— What you have to do —
Whenever a line below mentions the word "Maranhão", that line should be copied.

[Collection entries]
--

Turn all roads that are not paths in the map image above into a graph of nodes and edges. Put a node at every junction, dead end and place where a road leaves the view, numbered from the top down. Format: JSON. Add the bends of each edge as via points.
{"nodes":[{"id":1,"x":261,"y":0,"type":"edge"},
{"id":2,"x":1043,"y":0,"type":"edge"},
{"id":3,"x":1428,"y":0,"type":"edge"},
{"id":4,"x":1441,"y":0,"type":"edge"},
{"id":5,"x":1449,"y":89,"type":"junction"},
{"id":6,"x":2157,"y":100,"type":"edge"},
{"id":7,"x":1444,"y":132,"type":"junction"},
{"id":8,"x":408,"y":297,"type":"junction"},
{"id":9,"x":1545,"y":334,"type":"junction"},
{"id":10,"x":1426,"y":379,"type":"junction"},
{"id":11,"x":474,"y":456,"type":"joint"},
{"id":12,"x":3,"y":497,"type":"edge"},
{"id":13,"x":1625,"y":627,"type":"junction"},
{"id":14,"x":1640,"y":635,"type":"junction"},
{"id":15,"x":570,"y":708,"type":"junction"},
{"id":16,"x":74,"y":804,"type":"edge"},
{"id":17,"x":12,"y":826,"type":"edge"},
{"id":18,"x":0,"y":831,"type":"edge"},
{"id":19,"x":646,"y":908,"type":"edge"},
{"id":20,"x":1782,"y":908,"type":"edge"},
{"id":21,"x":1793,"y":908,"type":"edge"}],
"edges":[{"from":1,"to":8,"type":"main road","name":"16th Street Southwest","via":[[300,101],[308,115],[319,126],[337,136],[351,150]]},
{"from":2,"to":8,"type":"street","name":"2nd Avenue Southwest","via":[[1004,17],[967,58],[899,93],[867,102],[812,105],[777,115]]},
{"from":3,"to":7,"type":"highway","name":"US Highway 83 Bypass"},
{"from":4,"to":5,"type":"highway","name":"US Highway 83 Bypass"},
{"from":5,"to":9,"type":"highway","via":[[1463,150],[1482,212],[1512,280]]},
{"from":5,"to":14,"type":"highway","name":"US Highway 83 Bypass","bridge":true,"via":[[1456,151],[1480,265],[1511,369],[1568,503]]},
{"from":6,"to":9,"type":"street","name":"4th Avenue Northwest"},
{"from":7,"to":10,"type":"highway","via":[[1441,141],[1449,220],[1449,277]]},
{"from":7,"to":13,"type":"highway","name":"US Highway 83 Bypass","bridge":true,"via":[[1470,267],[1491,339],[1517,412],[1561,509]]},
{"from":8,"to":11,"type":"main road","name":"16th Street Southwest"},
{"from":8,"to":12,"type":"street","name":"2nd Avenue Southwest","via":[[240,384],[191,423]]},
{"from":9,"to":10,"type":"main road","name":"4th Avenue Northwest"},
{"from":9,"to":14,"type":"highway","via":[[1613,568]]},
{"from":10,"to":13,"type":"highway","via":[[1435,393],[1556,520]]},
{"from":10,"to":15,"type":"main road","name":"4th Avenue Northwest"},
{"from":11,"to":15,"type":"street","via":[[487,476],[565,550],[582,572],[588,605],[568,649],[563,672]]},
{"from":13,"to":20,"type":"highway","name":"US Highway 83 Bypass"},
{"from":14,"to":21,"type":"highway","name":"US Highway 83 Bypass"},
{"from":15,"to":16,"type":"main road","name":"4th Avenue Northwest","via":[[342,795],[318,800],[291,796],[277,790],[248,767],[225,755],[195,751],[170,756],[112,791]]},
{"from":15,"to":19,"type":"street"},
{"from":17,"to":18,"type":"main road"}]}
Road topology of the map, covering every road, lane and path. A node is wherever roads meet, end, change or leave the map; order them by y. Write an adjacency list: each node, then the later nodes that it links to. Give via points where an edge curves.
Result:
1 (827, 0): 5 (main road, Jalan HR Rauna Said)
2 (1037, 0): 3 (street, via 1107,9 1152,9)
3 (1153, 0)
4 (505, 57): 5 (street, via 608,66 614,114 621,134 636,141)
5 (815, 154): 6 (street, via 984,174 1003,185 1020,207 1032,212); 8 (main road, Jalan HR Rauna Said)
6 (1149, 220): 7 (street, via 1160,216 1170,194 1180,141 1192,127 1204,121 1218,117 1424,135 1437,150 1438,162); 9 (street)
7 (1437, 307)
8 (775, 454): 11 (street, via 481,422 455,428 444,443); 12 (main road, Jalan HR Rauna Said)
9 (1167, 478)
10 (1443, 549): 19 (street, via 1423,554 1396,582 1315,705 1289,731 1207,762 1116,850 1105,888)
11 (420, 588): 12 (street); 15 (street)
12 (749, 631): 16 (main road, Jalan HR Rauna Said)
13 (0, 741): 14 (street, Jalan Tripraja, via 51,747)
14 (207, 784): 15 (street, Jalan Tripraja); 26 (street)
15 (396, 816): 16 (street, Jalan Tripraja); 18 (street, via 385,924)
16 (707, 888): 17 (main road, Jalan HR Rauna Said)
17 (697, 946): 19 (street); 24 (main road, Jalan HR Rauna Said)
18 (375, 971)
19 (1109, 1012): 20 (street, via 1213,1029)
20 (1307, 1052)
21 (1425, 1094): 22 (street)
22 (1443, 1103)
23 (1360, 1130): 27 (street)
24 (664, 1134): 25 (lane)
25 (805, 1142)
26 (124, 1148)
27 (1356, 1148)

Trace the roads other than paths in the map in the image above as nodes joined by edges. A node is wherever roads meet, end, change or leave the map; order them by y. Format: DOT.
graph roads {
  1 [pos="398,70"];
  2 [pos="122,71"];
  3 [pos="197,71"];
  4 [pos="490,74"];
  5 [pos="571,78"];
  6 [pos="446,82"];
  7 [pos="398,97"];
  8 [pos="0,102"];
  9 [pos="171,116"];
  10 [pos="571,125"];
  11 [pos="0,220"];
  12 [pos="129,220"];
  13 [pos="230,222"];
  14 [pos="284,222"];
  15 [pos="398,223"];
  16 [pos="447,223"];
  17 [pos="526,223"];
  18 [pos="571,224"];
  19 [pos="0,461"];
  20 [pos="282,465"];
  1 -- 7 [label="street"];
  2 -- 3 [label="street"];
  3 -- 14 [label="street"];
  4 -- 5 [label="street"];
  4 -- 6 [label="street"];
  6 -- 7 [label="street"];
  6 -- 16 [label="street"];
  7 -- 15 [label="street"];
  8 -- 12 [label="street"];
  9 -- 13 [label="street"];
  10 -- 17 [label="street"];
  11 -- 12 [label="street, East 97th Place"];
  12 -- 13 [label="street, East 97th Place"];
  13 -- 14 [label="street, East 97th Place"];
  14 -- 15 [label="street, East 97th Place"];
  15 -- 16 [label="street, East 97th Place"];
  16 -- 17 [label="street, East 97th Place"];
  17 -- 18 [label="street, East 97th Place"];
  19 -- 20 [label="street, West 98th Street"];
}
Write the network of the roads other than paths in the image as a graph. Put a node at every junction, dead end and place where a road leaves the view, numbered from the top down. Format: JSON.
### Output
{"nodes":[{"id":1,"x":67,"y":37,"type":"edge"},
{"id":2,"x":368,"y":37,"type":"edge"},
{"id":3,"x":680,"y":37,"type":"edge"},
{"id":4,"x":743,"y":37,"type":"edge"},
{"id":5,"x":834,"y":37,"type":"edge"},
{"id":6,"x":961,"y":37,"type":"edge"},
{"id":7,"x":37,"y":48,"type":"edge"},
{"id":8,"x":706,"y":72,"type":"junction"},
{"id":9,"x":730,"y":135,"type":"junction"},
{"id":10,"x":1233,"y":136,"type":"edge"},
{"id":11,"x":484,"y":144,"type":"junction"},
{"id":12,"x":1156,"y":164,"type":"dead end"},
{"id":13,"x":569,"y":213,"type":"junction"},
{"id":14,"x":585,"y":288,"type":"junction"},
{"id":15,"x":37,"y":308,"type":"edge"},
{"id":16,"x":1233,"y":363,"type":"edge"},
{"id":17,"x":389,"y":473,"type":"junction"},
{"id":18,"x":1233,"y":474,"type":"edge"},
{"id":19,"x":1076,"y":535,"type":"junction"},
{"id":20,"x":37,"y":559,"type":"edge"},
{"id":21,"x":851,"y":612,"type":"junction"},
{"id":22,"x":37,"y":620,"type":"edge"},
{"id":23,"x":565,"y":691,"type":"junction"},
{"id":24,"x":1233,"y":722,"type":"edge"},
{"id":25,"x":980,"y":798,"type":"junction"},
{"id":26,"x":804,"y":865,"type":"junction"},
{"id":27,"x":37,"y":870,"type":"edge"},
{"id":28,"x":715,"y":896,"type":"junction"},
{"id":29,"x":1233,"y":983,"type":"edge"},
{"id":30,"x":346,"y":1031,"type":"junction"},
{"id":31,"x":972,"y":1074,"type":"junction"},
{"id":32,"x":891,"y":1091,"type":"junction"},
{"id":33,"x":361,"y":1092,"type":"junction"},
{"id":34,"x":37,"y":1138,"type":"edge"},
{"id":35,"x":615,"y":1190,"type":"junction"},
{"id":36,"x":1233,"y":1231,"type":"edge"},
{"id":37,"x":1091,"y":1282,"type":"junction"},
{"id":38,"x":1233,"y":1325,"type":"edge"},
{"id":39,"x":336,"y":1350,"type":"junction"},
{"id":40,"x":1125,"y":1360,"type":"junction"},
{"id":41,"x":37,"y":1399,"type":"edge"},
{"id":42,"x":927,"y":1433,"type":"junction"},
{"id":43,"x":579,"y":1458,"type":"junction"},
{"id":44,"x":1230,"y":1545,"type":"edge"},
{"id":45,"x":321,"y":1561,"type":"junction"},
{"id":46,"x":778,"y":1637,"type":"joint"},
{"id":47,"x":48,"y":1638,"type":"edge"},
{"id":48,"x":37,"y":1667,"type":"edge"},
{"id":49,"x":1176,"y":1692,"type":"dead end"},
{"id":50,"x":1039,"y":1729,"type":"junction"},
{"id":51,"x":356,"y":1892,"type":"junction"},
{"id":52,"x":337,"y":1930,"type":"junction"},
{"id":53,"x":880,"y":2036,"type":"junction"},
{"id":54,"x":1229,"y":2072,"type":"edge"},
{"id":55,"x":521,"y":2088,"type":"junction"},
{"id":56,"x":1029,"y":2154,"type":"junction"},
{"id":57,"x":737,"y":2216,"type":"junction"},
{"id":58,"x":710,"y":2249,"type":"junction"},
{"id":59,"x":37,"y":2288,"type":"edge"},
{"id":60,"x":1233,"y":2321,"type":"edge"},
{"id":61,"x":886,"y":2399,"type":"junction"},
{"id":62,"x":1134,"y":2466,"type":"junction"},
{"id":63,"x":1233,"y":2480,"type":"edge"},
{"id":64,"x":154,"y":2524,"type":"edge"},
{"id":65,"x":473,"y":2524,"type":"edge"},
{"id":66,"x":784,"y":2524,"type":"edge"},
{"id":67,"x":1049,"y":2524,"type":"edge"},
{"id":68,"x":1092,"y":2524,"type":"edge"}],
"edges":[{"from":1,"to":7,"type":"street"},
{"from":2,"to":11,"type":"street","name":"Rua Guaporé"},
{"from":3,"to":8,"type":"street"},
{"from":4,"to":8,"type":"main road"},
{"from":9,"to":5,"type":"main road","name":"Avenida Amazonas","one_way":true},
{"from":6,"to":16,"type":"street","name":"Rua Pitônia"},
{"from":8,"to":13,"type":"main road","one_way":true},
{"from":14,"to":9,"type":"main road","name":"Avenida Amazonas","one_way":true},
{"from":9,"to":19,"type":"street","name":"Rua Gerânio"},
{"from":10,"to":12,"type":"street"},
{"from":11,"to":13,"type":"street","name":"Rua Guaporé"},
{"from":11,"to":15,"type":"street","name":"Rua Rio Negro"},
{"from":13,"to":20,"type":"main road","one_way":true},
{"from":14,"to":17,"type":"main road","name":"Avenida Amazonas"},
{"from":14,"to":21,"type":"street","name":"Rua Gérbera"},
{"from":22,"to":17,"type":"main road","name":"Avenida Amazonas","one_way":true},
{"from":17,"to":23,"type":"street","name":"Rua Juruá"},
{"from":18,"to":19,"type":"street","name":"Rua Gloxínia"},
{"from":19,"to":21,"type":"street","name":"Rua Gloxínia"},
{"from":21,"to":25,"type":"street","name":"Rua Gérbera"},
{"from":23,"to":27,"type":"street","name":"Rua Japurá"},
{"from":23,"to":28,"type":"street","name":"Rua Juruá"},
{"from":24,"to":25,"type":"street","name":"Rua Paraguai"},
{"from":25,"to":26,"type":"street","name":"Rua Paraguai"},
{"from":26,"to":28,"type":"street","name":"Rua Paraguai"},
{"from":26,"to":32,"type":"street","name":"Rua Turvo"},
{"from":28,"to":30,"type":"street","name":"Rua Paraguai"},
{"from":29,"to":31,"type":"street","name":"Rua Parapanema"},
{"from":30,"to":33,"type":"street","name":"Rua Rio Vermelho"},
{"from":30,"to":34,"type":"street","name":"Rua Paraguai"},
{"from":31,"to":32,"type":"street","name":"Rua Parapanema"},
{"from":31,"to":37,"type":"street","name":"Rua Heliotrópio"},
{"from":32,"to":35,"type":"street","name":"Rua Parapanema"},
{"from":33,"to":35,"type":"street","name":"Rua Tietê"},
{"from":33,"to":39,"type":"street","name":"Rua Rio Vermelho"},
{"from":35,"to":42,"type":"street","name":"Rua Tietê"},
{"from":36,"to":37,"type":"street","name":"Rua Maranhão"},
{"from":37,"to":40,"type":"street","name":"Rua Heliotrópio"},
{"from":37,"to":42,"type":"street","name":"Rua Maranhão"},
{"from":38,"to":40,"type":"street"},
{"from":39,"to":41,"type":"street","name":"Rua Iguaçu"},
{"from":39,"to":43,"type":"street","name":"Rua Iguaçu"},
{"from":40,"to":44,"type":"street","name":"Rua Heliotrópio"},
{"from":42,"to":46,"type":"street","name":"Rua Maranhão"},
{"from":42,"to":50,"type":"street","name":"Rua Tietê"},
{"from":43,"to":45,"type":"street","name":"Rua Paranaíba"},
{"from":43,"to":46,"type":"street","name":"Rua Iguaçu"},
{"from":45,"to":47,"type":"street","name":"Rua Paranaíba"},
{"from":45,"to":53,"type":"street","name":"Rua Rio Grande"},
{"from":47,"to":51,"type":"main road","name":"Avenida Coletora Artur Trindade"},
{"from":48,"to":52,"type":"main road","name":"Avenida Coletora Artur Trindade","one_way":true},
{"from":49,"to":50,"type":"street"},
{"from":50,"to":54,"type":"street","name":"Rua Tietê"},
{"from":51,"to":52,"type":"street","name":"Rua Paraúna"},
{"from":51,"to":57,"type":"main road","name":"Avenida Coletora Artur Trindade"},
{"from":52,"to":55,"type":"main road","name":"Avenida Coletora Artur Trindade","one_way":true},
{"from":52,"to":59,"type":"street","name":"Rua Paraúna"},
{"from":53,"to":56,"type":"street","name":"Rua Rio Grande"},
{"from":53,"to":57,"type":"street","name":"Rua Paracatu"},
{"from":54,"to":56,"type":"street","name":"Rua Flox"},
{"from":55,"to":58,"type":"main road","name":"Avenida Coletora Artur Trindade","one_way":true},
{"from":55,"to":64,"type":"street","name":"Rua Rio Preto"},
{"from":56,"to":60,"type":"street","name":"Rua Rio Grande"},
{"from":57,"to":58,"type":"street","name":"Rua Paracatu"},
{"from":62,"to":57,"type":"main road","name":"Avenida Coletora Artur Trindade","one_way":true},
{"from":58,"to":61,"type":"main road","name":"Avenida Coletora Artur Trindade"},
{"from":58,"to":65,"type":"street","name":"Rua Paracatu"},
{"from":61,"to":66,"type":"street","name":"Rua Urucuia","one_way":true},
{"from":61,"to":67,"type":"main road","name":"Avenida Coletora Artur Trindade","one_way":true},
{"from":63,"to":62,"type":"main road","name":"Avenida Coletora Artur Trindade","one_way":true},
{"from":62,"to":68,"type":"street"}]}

--

— Solution to this exercise —
{"from":36,"to":37,"type":"street","name":"Rua Maranhão"},
{"from":37,"to":42,"type":"street","name":"Rua Maranhão"},
{"from":42,"to":46,"type":"street","name":"Rua Maranhão"},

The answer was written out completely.